> **Exercise directions**
Which lines of the data below include the string "Lipphöfestraße"? Return each of them.

> **Data section**

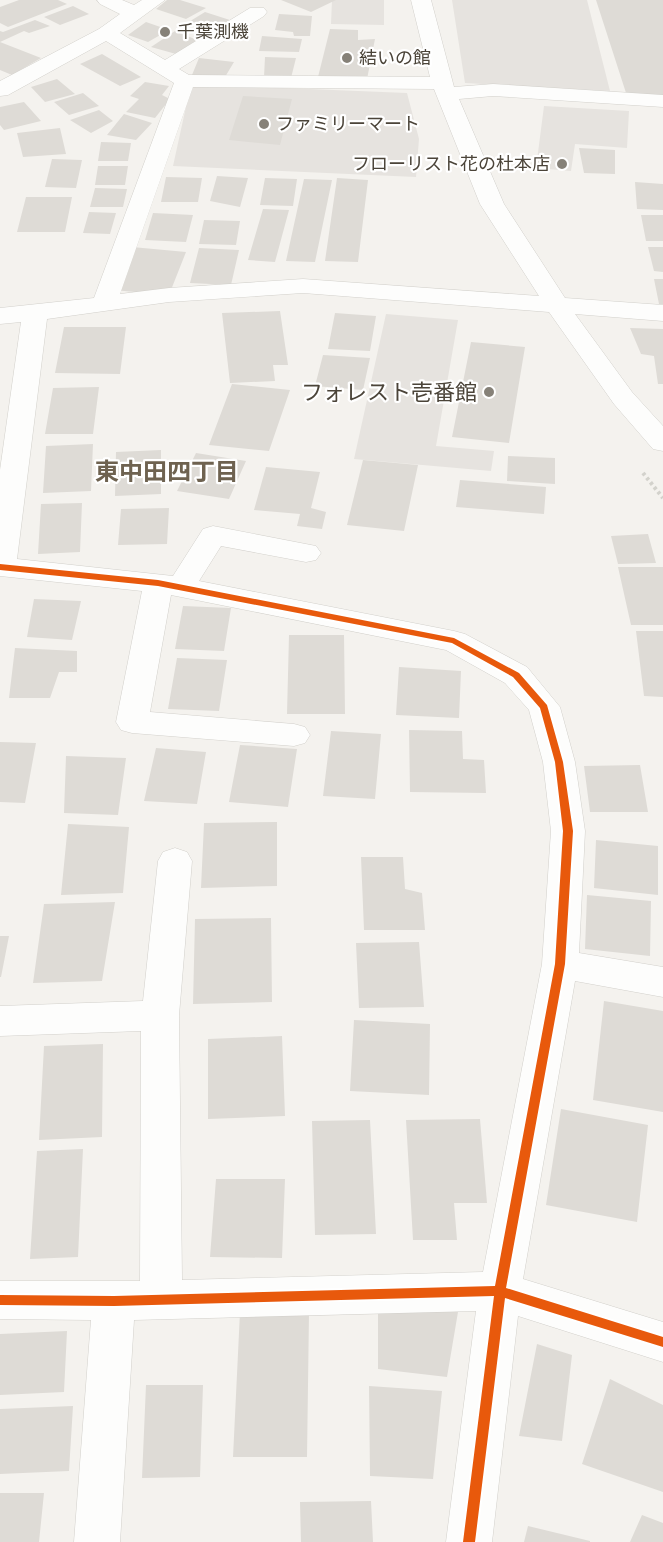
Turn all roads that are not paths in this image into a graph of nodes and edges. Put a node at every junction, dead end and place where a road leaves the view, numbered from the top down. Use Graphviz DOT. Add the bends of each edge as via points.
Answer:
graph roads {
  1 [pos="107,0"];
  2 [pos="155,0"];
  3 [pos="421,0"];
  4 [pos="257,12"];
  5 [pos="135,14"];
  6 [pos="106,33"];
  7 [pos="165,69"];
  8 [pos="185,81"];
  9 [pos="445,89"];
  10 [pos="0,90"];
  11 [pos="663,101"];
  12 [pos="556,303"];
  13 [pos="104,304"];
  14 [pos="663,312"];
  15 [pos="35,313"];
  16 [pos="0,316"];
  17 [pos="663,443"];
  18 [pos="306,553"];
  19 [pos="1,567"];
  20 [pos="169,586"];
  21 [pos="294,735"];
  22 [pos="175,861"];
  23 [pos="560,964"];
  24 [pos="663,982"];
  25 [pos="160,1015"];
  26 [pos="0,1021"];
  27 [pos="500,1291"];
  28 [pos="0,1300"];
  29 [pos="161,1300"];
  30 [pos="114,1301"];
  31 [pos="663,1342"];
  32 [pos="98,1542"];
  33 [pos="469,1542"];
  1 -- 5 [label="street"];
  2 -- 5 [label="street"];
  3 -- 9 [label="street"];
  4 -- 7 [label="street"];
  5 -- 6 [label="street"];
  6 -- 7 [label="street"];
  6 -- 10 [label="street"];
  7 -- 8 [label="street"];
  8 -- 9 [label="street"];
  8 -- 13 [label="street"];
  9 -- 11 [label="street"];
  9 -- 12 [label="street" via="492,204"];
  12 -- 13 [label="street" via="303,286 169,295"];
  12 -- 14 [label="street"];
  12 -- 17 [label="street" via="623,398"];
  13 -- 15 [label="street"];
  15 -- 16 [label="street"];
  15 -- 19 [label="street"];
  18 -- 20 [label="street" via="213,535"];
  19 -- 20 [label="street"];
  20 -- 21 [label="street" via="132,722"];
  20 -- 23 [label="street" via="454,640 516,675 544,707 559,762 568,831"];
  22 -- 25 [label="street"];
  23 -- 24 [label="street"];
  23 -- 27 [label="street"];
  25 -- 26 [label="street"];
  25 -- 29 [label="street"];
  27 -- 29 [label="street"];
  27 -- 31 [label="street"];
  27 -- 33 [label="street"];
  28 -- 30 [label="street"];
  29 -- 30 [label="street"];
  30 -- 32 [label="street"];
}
...
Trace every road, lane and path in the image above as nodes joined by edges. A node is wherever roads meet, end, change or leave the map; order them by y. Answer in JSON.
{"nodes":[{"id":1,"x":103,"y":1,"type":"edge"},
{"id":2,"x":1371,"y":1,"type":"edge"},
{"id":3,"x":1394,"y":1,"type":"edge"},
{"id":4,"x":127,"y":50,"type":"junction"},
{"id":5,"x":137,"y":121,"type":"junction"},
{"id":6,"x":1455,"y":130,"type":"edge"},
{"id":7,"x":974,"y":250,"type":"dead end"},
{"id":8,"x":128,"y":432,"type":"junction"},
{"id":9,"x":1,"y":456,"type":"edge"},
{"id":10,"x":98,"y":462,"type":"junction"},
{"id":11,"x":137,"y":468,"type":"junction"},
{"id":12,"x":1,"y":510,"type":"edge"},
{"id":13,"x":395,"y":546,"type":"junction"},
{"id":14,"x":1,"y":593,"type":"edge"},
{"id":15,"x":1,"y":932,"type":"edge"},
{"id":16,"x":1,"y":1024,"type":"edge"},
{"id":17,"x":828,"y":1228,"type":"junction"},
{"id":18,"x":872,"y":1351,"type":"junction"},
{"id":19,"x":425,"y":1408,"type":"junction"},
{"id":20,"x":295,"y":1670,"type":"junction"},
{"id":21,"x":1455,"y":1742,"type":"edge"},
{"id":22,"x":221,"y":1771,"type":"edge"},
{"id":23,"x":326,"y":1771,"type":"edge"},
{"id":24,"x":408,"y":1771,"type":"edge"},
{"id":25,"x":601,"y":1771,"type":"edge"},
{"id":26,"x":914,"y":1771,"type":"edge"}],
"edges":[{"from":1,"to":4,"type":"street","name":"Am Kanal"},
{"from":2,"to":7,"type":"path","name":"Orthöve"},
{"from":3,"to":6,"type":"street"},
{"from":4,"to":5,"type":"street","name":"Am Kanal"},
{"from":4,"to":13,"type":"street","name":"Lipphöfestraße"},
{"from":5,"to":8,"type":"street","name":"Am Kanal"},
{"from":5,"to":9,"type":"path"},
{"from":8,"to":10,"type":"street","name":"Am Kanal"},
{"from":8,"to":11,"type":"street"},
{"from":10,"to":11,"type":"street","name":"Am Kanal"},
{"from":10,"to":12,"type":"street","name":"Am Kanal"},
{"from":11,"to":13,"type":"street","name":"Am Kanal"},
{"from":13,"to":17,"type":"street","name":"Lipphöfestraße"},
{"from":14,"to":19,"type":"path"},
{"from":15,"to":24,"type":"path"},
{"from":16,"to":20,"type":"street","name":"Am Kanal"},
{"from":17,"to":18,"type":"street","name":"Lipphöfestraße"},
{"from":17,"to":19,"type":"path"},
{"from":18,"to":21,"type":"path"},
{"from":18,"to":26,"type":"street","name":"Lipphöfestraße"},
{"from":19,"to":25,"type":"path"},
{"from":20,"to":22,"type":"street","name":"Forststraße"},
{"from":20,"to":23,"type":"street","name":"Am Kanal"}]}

> **Response area**
{"from":4,"to":13,"type":"street","name":"Lipphöfestraße"},
{"from":13,"to":17,"type":"street","name":"Lipphöfestraße"},
{"from":17,"to":18,"type":"street","name":"Lipphöfestraße"},
{"from":18,"to":26,"type":"street","name":"Lipphöfestraße"},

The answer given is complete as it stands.